WHAT TO DO:
The response should be the records below, repeated exactly, with each picture left out.

INFORMATION GIVEN:
◆ ◆ ◆ ◆ ◆ ◆ ◆

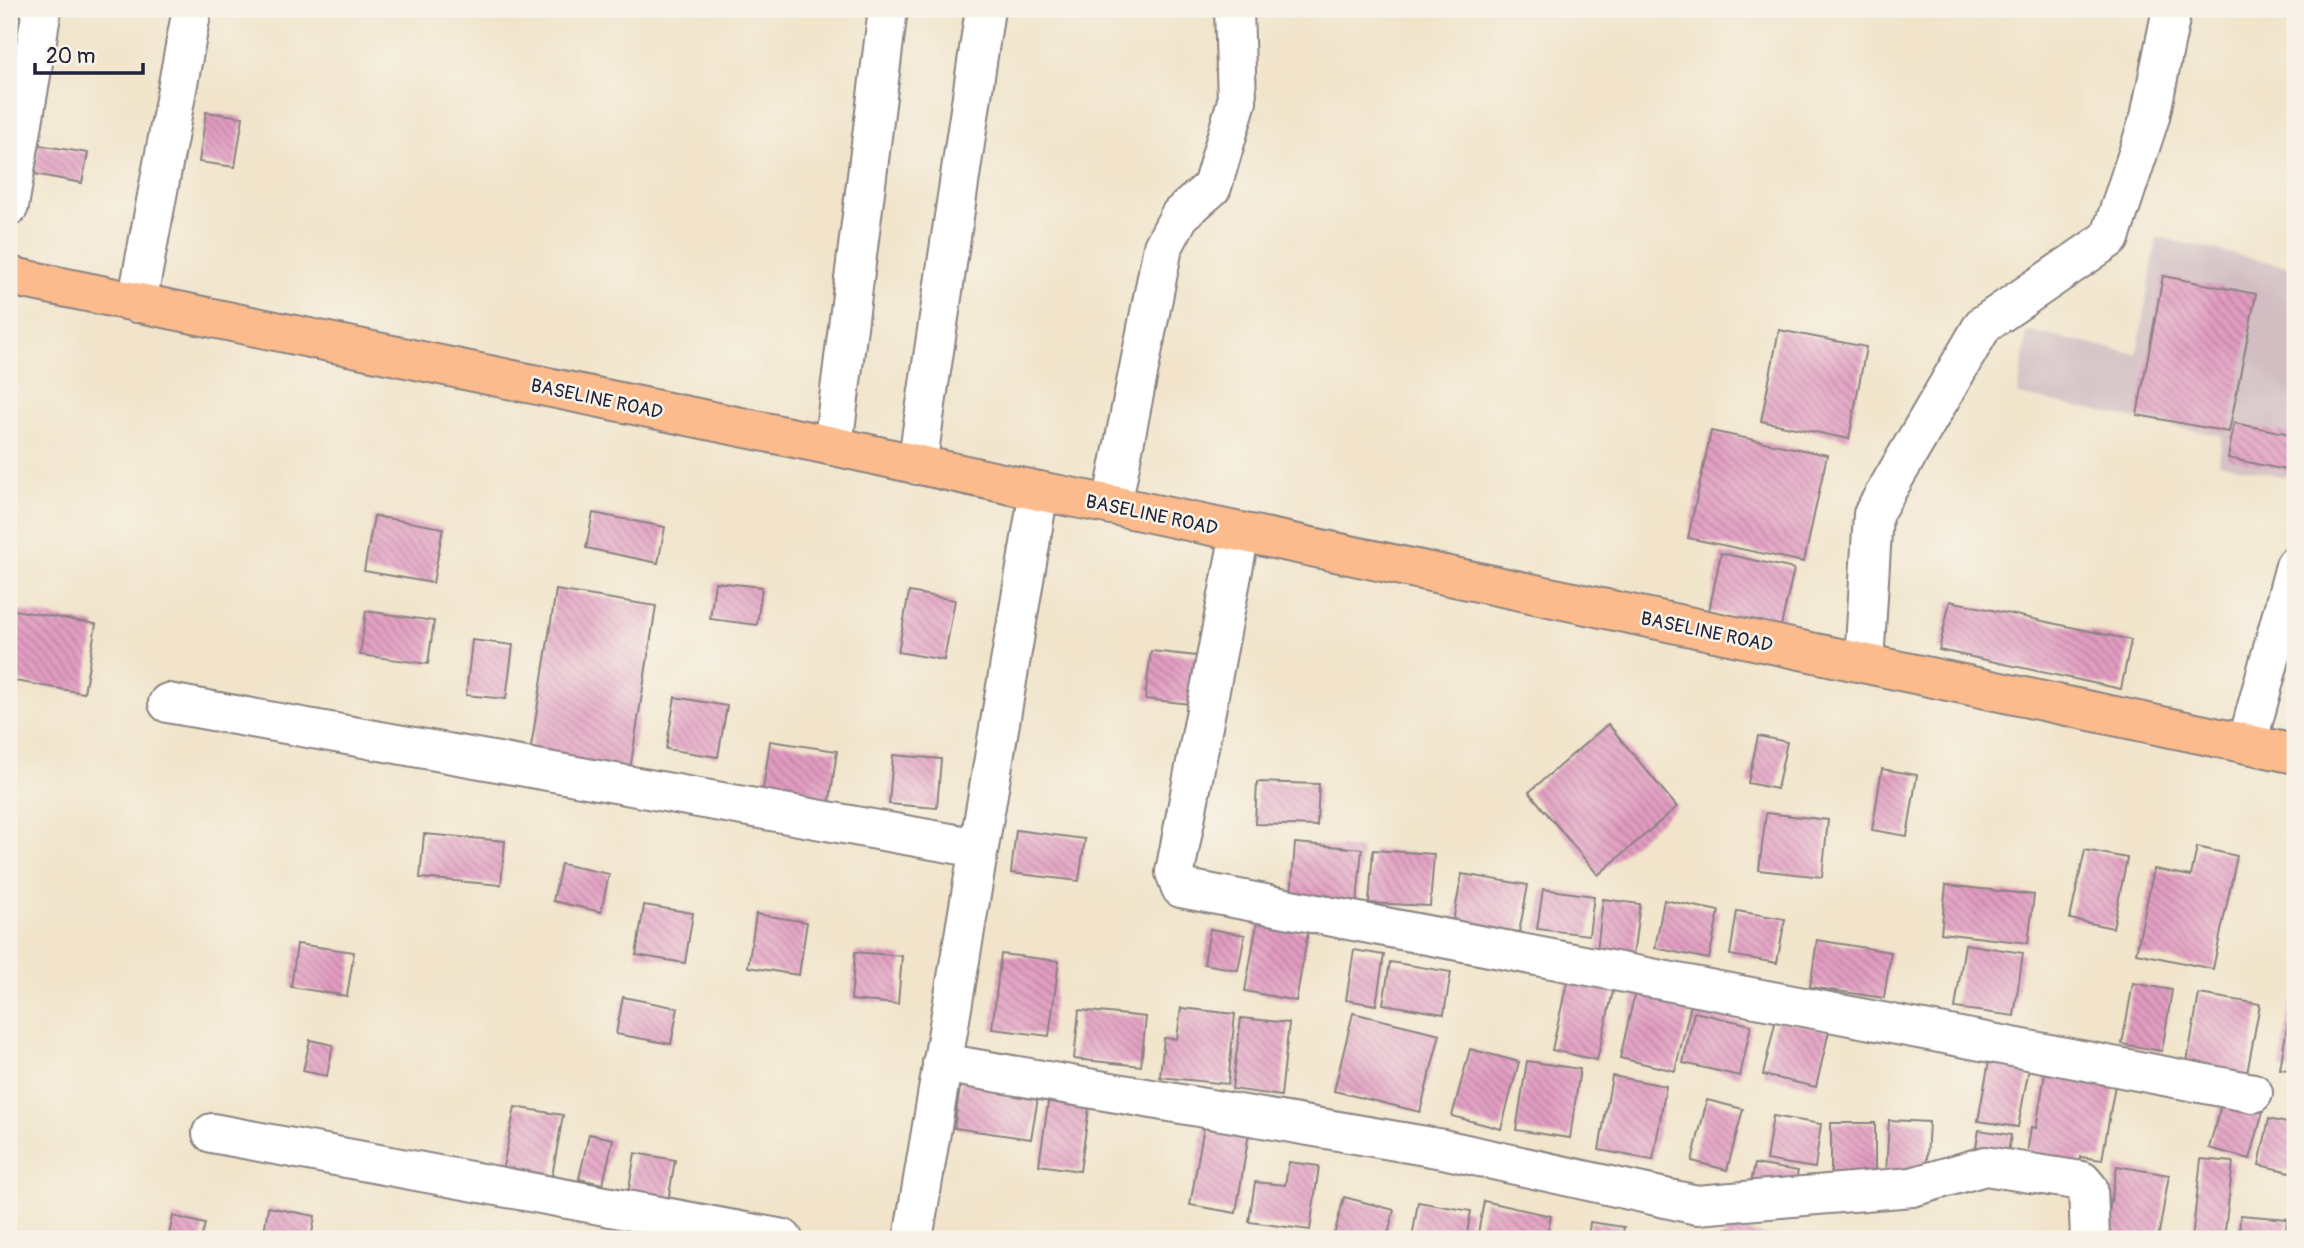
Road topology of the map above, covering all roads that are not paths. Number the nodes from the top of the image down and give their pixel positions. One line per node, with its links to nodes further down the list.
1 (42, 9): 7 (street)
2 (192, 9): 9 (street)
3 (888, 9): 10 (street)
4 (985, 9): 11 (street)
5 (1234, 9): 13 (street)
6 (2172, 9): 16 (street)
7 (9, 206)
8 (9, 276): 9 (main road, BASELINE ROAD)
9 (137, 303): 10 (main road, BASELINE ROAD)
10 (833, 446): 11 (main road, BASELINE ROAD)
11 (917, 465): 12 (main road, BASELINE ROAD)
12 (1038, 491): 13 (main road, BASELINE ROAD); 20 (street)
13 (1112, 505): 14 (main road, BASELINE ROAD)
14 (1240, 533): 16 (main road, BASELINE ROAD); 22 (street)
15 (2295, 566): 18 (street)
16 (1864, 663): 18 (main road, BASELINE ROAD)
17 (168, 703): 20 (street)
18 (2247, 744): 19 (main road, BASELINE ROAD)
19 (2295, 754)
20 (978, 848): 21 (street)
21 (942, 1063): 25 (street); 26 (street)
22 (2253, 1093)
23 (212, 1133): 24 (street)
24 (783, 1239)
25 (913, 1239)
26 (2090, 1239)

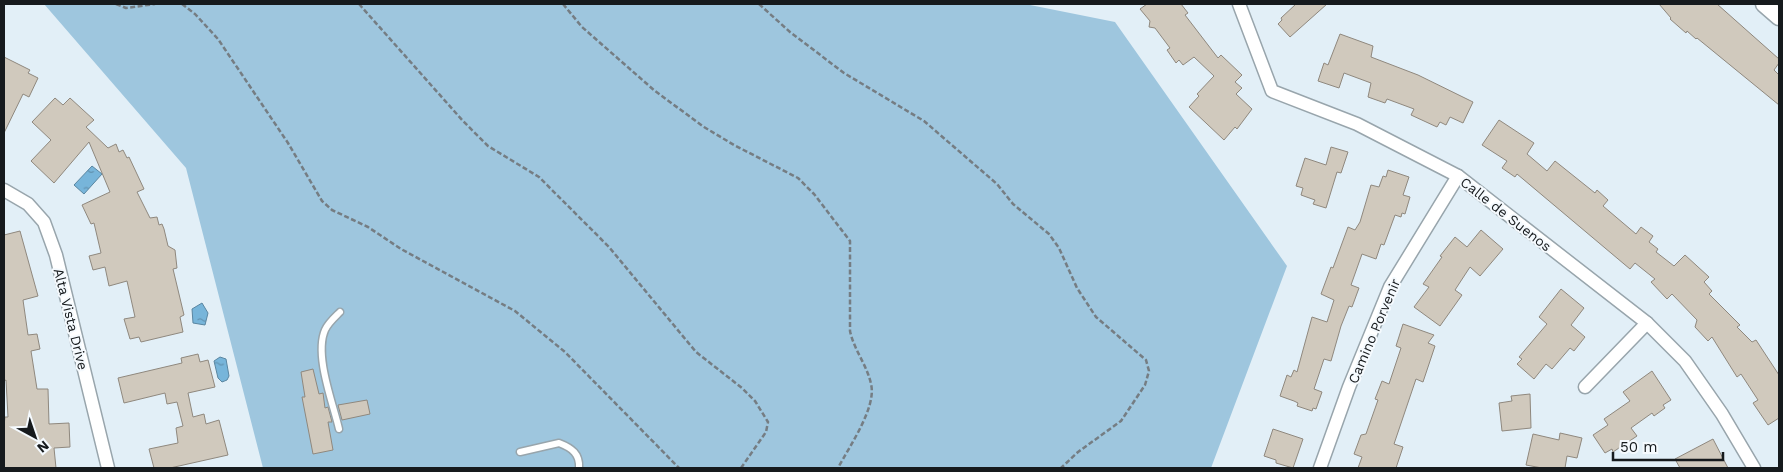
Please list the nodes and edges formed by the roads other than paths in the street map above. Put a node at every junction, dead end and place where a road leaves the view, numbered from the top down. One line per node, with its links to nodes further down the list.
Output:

◆ ◆ ◆ ◆ ◆ ◆ ◆

OUTPUT FOR THIS EXERCISE:
Road topology of the map above, covering all roads that are not paths. Number the nodes from the top of the image down and give their pixel positions. One line per node, with its links to nodes further down the list.
1 (42, 9): 7 (street)
2 (192, 9): 9 (street)
3 (888, 9): 10 (street)
4 (985, 9): 11 (street)
5 (1234, 9): 13 (street)
6 (2172, 9): 16 (street)
7 (9, 206)
8 (9, 276): 9 (main road, BASELINE ROAD)
9 (137, 303): 10 (main road, BASELINE ROAD)
10 (833, 446): 11 (main road, BASELINE ROAD)
11 (917, 465): 12 (main road, BASELINE ROAD)
12 (1038, 491): 13 (main road, BASELINE ROAD); 20 (street)
13 (1112, 505): 14 (main road, BASELINE ROAD)
14 (1240, 533): 16 (main road, BASELINE ROAD); 22 (street)
15 (2295, 566): 18 (street)
16 (1864, 663): 18 (main road, BASELINE ROAD)
17 (168, 703): 20 (street)
18 (2247, 744): 19 (main road, BASELINE ROAD)
19 (2295, 754)
20 (978, 848): 21 (street)
21 (942, 1063): 25 (street); 26 (street)
22 (2253, 1093)
23 (212, 1133): 24 (street)
24 (783, 1239)
25 (913, 1239)
26 (2090, 1239)

Please list the nodes and edges formed by the roads other than paths in the street map above. Put a node at every junction, dead end and place where a road leaves the view, numbered from the top down. One line per node, with its links to nodes further down the list.
Output:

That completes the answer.